• _What you should do_:
With the images removed, repeat the data below exactly.

---

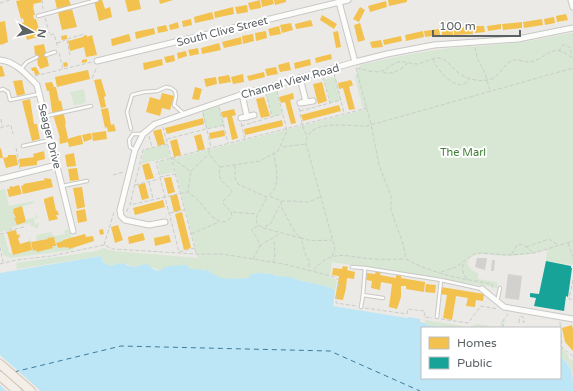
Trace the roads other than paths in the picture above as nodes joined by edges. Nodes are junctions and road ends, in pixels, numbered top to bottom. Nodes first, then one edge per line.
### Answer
1 (97, 0) edge
2 (348, 0) edge
3 (571, 0) edge
4 (339, 2) junction
5 (573, 7) edge
6 (38, 16) dead end
7 (573, 28) edge
8 (55, 52) dead end
9 (46, 55) dead end
10 (37, 57) dead end
11 (0, 60) edge
12 (355, 62) junction
13 (97, 64) road end
14 (21, 69) junction
15 (300, 78) junction
16 (0, 90) edge
17 (40, 93) junction
18 (242, 94) junction
19 (313, 101) dead end
20 (306, 102) junction
21 (300, 104) road end
22 (91, 106) dead end
23 (183, 114) junction
24 (254, 115) dead end
25 (45, 116) junction
26 (247, 116) junction
27 (241, 118) road end
28 (131, 129) dead end
29 (143, 134) junction
30 (51, 140) junction
31 (23, 146) dead end
32 (135, 150) junction
33 (57, 165) junction
34 (0, 179) edge
35 (87, 181) dead end
36 (62, 186) junction
37 (164, 222) dead end
38 (73, 231) dead end
39 (352, 267) dead end
40 (365, 268) junction
41 (441, 280) junction
42 (500, 288) dead end
43 (482, 289) joint
44 (363, 295) junction
45 (383, 298) dead end
46 (497, 302) junction
47 (363, 307) road end
48 (438, 318) road end
49 (573, 319) edge
50 (0, 364) edge
51 (0, 376) edge
52 (17, 391) edge
53 (31, 391) edge

1 - 6 lane
2 - 4 street, South Clive Street
3 - 5 street
4 - 12 street
4 - 13 street, South Clive Street
7 - 12 street, Channel View Road
8 - 9 lane
10 - 14 lane
11 - 14 street, Seager Drive
12 - 15 street, Channel View Road
14 - 17 street, Seager Drive
15 - 18 street, Channel View Road
15 - 20 street
16 - 17 lane
17 - 25 street, Seager Drive
18 - 23 street, Channel View Road
18 - 26 street
19 - 20 street
20 - 21 street
22 - 25 lane
23 - 28 lane
23 - 29 street, Channel View Road
24 - 26 street
25 - 30 street, Seager Drive
26 - 27 street
29 - 32 street, Channel View Road
29 - 32 lane
30 - 31 lane
30 - 33 street, Seager Drive
32 - 37 street, Channel View Road
33 - 34 street
33 - 36 street, Seager Drive
35 - 36 lane
36 - 38 street, Seager Drive
39 - 40 lane
40 - 41 lane
40 - 44 lane
41 - 43 lane
41 - 48 lane
42 - 46 lane
43 - 46 street
44 - 45 lane
44 - 47 lane
46 - 49 street
50 - 53 main road
51 - 52 main road

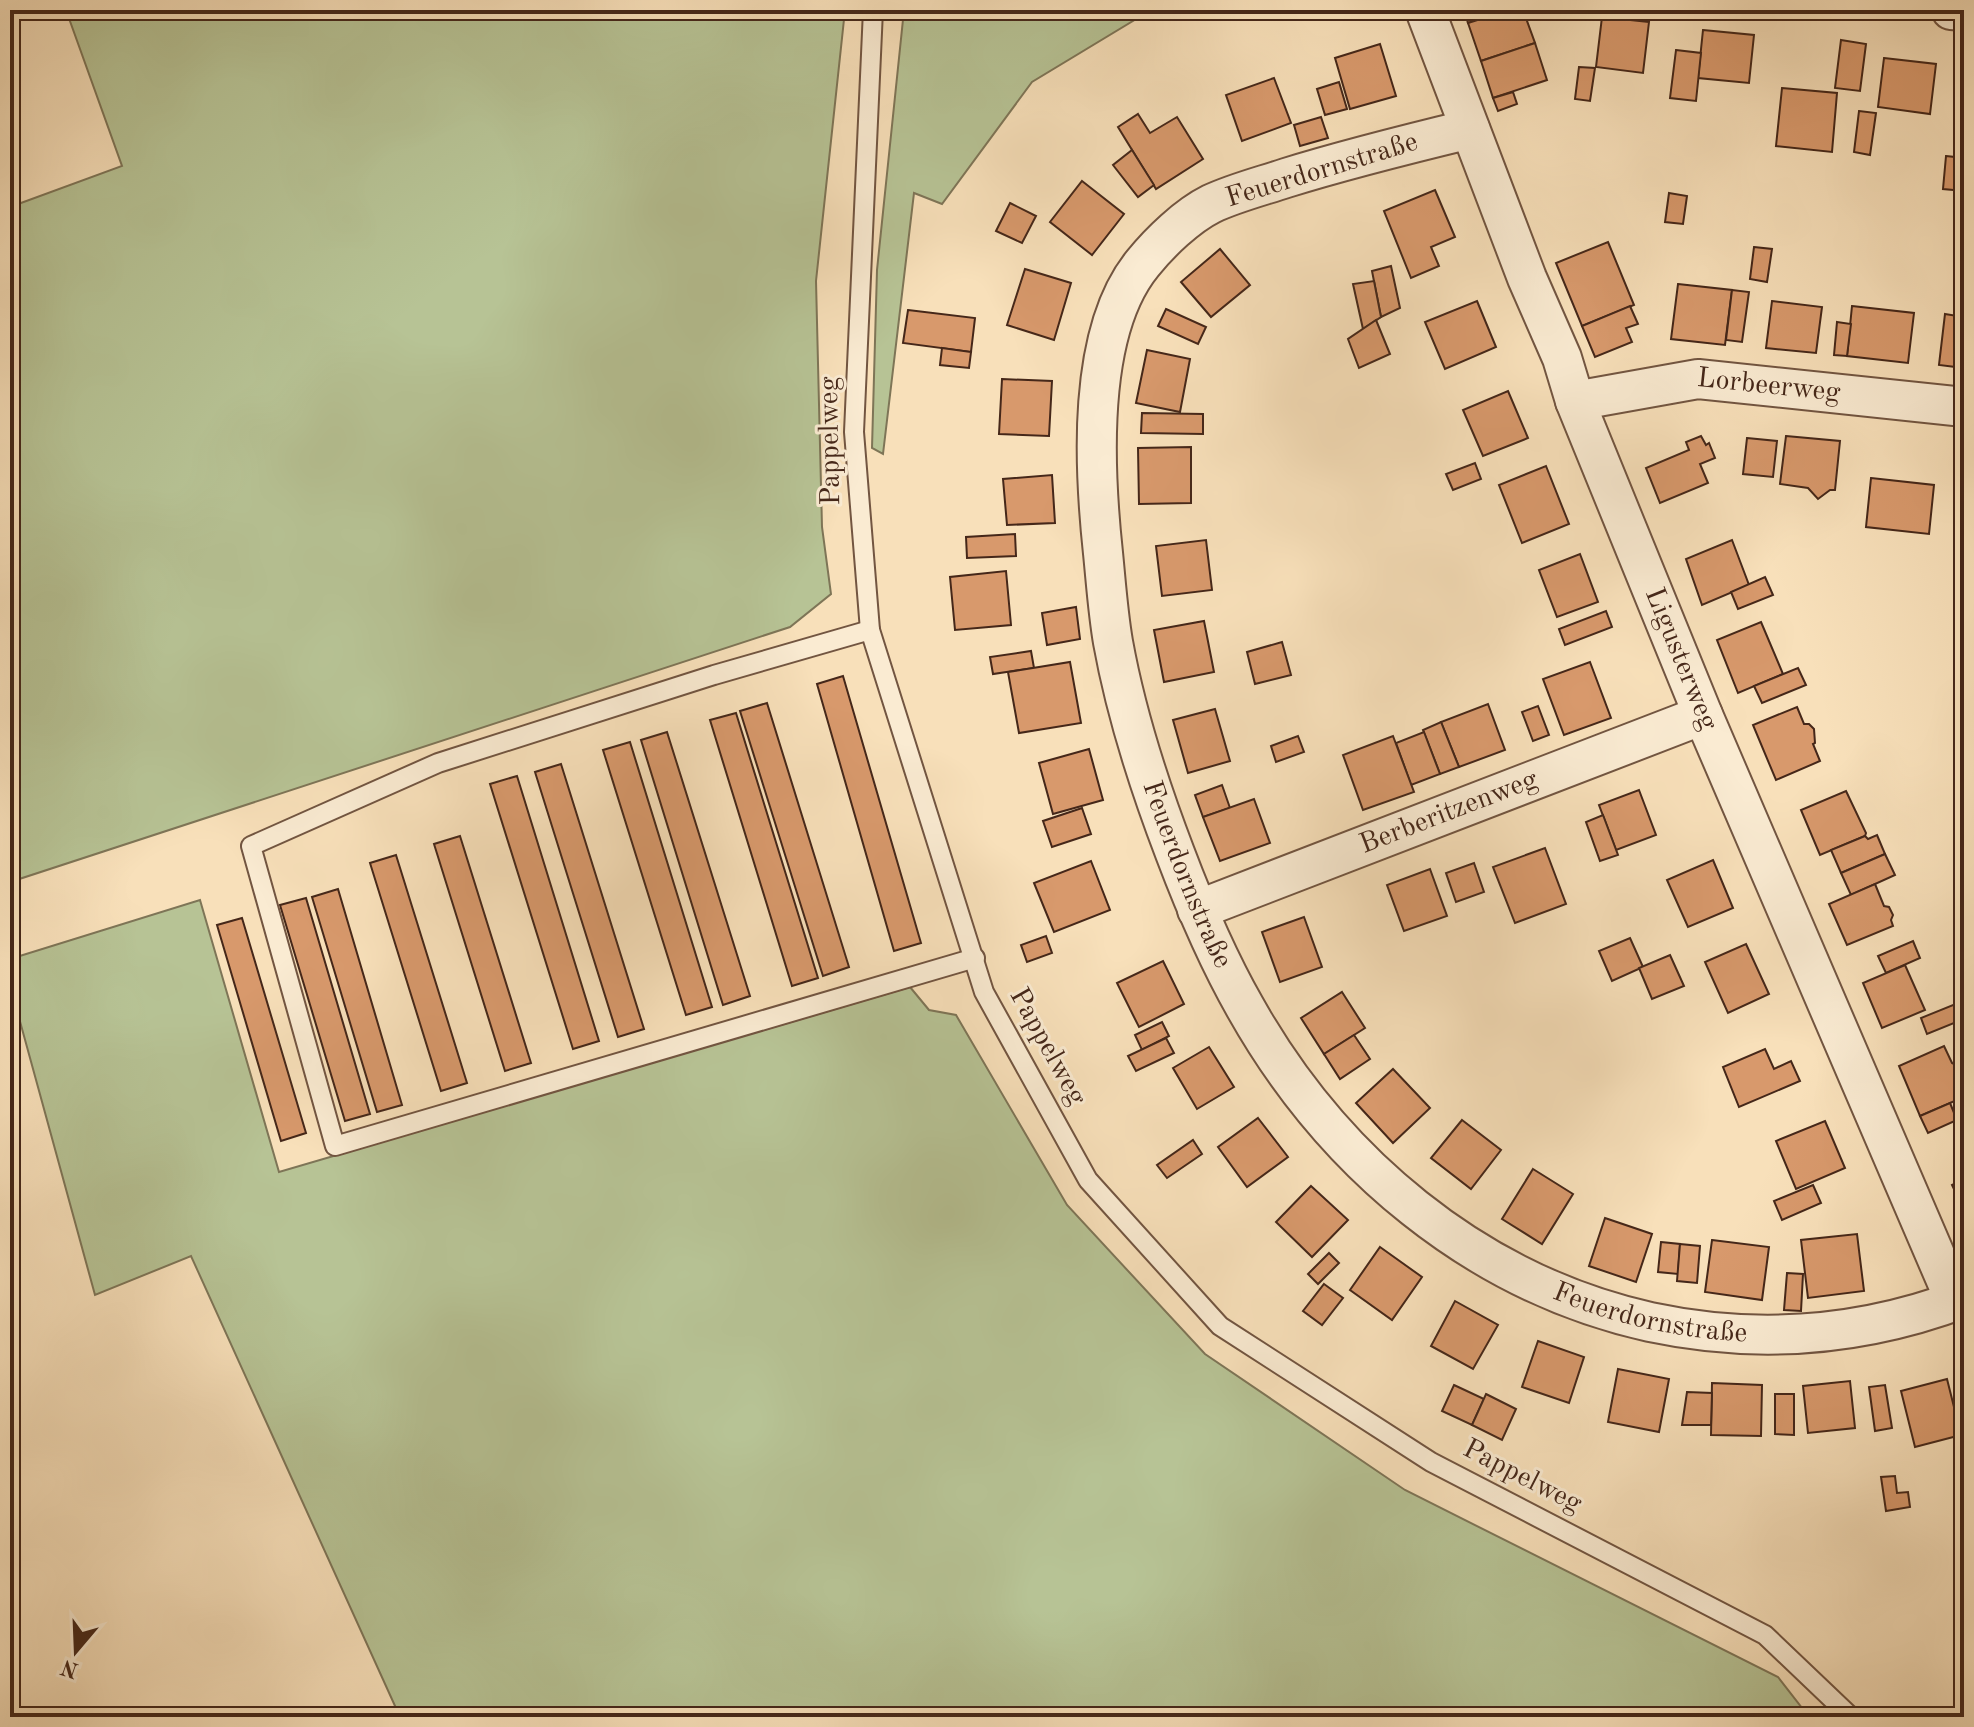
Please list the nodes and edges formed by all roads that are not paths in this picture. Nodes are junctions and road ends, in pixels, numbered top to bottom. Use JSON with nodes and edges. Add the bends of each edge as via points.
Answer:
{"nodes":[{"id":1,"x":873,"y":10,"type":"edge"},
{"id":2,"x":1425,"y":10,"type":"edge"},
{"id":3,"x":1951,"y":10,"type":"edge"},
{"id":4,"x":1964,"y":11,"type":"edge"},
{"id":5,"x":1470,"y":129,"type":"junction"},
{"id":6,"x":1575,"y":401,"type":"junction"},
{"id":7,"x":1964,"y":407,"type":"edge"},
{"id":8,"x":870,"y":630,"type":"junction"},
{"id":9,"x":1703,"y":715,"type":"junction"},
{"id":10,"x":1197,"y":910,"type":"junction"},
{"id":11,"x":975,"y":958,"type":"junction"},
{"id":12,"x":1960,"y":1299,"type":"edge"},
{"id":13,"x":1851,"y":1717,"type":"edge"}],
"edges":[{"from":1,"to":8,"type":"lane","name":"Pappelweg","via":[[854,432]]},
{"from":2,"to":5,"type":"street","name":"Ligusterweg"},
{"from":3,"to":4,"type":"street"},
{"from":5,"to":6,"type":"street","name":"Ligusterweg"},
{"from":5,"to":10,"type":"street","name":"Feuerdornstraße","via":[[1351,157],[1208,205],[1142,264],[1111,330],[1101,375],[1097,466],[1114,645],[1153,798]]},
{"from":6,"to":7,"type":"street","name":"Lorbeerweg","via":[[1698,379]]},
{"from":6,"to":9,"type":"street","name":"Ligusterweg"},
{"from":8,"to":11,"type":"lane","name":"Pappelweg"},
{"from":8,"to":11,"type":"lane","via":[[450,758],[251,846],[335,1146]]},
{"from":9,"to":10,"type":"street","name":"Berberitzenweg"},
{"from":9,"to":12,"type":"street","name":"Ligusterweg"},
{"from":10,"to":12,"type":"street","name":"Feuerdornstraße","via":[[1236,991],[1302,1094],[1372,1172],[1433,1224],[1528,1281],[1625,1316],[1708,1332],[1752,1334],[1872,1326]]},
{"from":11,"to":13,"type":"lane","name":"Pappelweg","via":[[984,992],[1088,1180],[1220,1326],[1431,1462],[1765,1635]]}]}
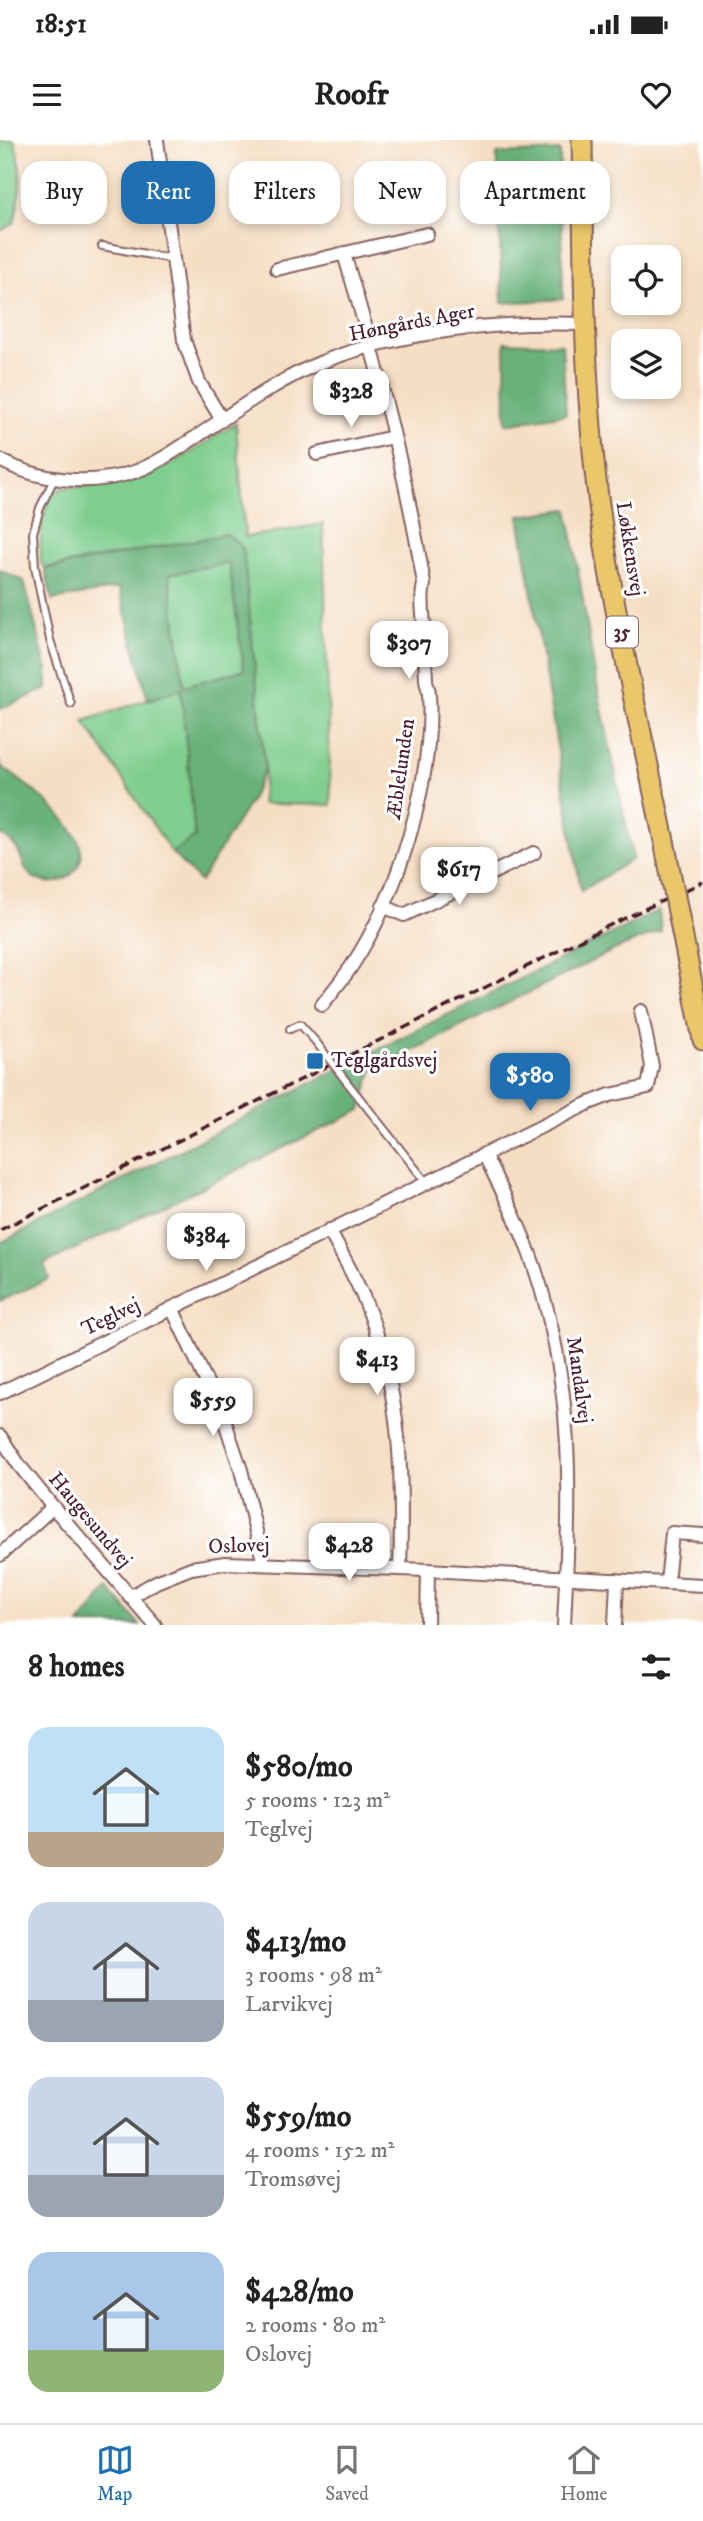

---

• _Solution_:
Trace the roads other than paths in the picture above as nodes joined by edges. Nodes are junctions and road ends, in pixels, numbered top to bottom. Nodes first, then one edge per line.
### Answer
1 (97, 0) edge
2 (348, 0) edge
3 (571, 0) edge
4 (339, 2) junction
5 (573, 7) edge
6 (38, 16) dead end
7 (573, 28) edge
8 (55, 52) dead end
9 (46, 55) dead end
10 (37, 57) dead end
11 (0, 60) edge
12 (355, 62) junction
13 (97, 64) road end
14 (21, 69) junction
15 (300, 78) junction
16 (0, 90) edge
17 (40, 93) junction
18 (242, 94) junction
19 (313, 101) dead end
20 (306, 102) junction
21 (300, 104) road end
22 (91, 106) dead end
23 (183, 114) junction
24 (254, 115) dead end
25 (45, 116) junction
26 (247, 116) junction
27 (241, 118) road end
28 (131, 129) dead end
29 (143, 134) junction
30 (51, 140) junction
31 (23, 146) dead end
32 (135, 150) junction
33 (57, 165) junction
34 (0, 179) edge
35 (87, 181) dead end
36 (62, 186) junction
37 (164, 222) dead end
38 (73, 231) dead end
39 (352, 267) dead end
40 (365, 268) junction
41 (441, 280) junction
42 (500, 288) dead end
43 (482, 289) joint
44 (363, 295) junction
45 (383, 298) dead end
46 (497, 302) junction
47 (363, 307) road end
48 (438, 318) road end
49 (573, 319) edge
50 (0, 364) edge
51 (0, 376) edge
52 (17, 391) edge
53 (31, 391) edge

1 - 6 lane
2 - 4 street, South Clive Street
3 - 5 street
4 - 12 street
4 - 13 street, South Clive Street
7 - 12 street, Channel View Road
8 - 9 lane
10 - 14 lane
11 - 14 street, Seager Drive
12 - 15 street, Channel View Road
14 - 17 street, Seager Drive
15 - 18 street, Channel View Road
15 - 20 street
16 - 17 lane
17 - 25 street, Seager Drive
18 - 23 street, Channel View Road
18 - 26 street
19 - 20 street
20 - 21 street
22 - 25 lane
23 - 28 lane
23 - 29 street, Channel View Road
24 - 26 street
25 - 30 street, Seager Drive
26 - 27 street
29 - 32 street, Channel View Road
29 - 32 lane
30 - 31 lane
30 - 33 street, Seager Drive
32 - 37 street, Channel View Road
33 - 34 street
33 - 36 street, Seager Drive
35 - 36 lane
36 - 38 street, Seager Drive
39 - 40 lane
40 - 41 lane
40 - 44 lane
41 - 43 lane
41 - 48 lane
42 - 46 lane
43 - 46 street
44 - 45 lane
44 - 47 lane
46 - 49 street
50 - 53 main road
51 - 52 main road

Please list the nodes and edges formed by all roads that are not paths in this picture. Nodes are junctions and road ends, in pixels, numbered top to bottom. Use JSON with nodes and edges. Add the bends of each edge as via points.
Answer:
{"nodes":[{"id":1,"x":873,"y":10,"type":"edge"},
{"id":2,"x":1425,"y":10,"type":"edge"},
{"id":3,"x":1951,"y":10,"type":"edge"},
{"id":4,"x":1964,"y":11,"type":"edge"},
{"id":5,"x":1470,"y":129,"type":"junction"},
{"id":6,"x":1575,"y":401,"type":"junction"},
{"id":7,"x":1964,"y":407,"type":"edge"},
{"id":8,"x":870,"y":630,"type":"junction"},
{"id":9,"x":1703,"y":715,"type":"junction"},
{"id":10,"x":1197,"y":910,"type":"junction"},
{"id":11,"x":975,"y":958,"type":"junction"},
{"id":12,"x":1960,"y":1299,"type":"edge"},
{"id":13,"x":1851,"y":1717,"type":"edge"}],
"edges":[{"from":1,"to":8,"type":"lane","name":"Pappelweg","via":[[854,432]]},
{"from":2,"to":5,"type":"street","name":"Ligusterweg"},
{"from":3,"to":4,"type":"street"},
{"from":5,"to":6,"type":"street","name":"Ligusterweg"},
{"from":5,"to":10,"type":"street","name":"Feuerdornstraße","via":[[1351,157],[1208,205],[1142,264],[1111,330],[1101,375],[1097,466],[1114,645],[1153,798]]},
{"from":6,"to":7,"type":"street","name":"Lorbeerweg","via":[[1698,379]]},
{"from":6,"to":9,"type":"street","name":"Ligusterweg"},
{"from":8,"to":11,"type":"lane","name":"Pappelweg"},
{"from":8,"to":11,"type":"lane","via":[[450,758],[251,846],[335,1146]]},
{"from":9,"to":10,"type":"street","name":"Berberitzenweg"},
{"from":9,"to":12,"type":"street","name":"Ligusterweg"},
{"from":10,"to":12,"type":"street","name":"Feuerdornstraße","via":[[1236,991],[1302,1094],[1372,1172],[1433,1224],[1528,1281],[1625,1316],[1708,1332],[1752,1334],[1872,1326]]},
{"from":11,"to":13,"type":"lane","name":"Pappelweg","via":[[984,992],[1088,1180],[1220,1326],[1431,1462],[1765,1635]]}]}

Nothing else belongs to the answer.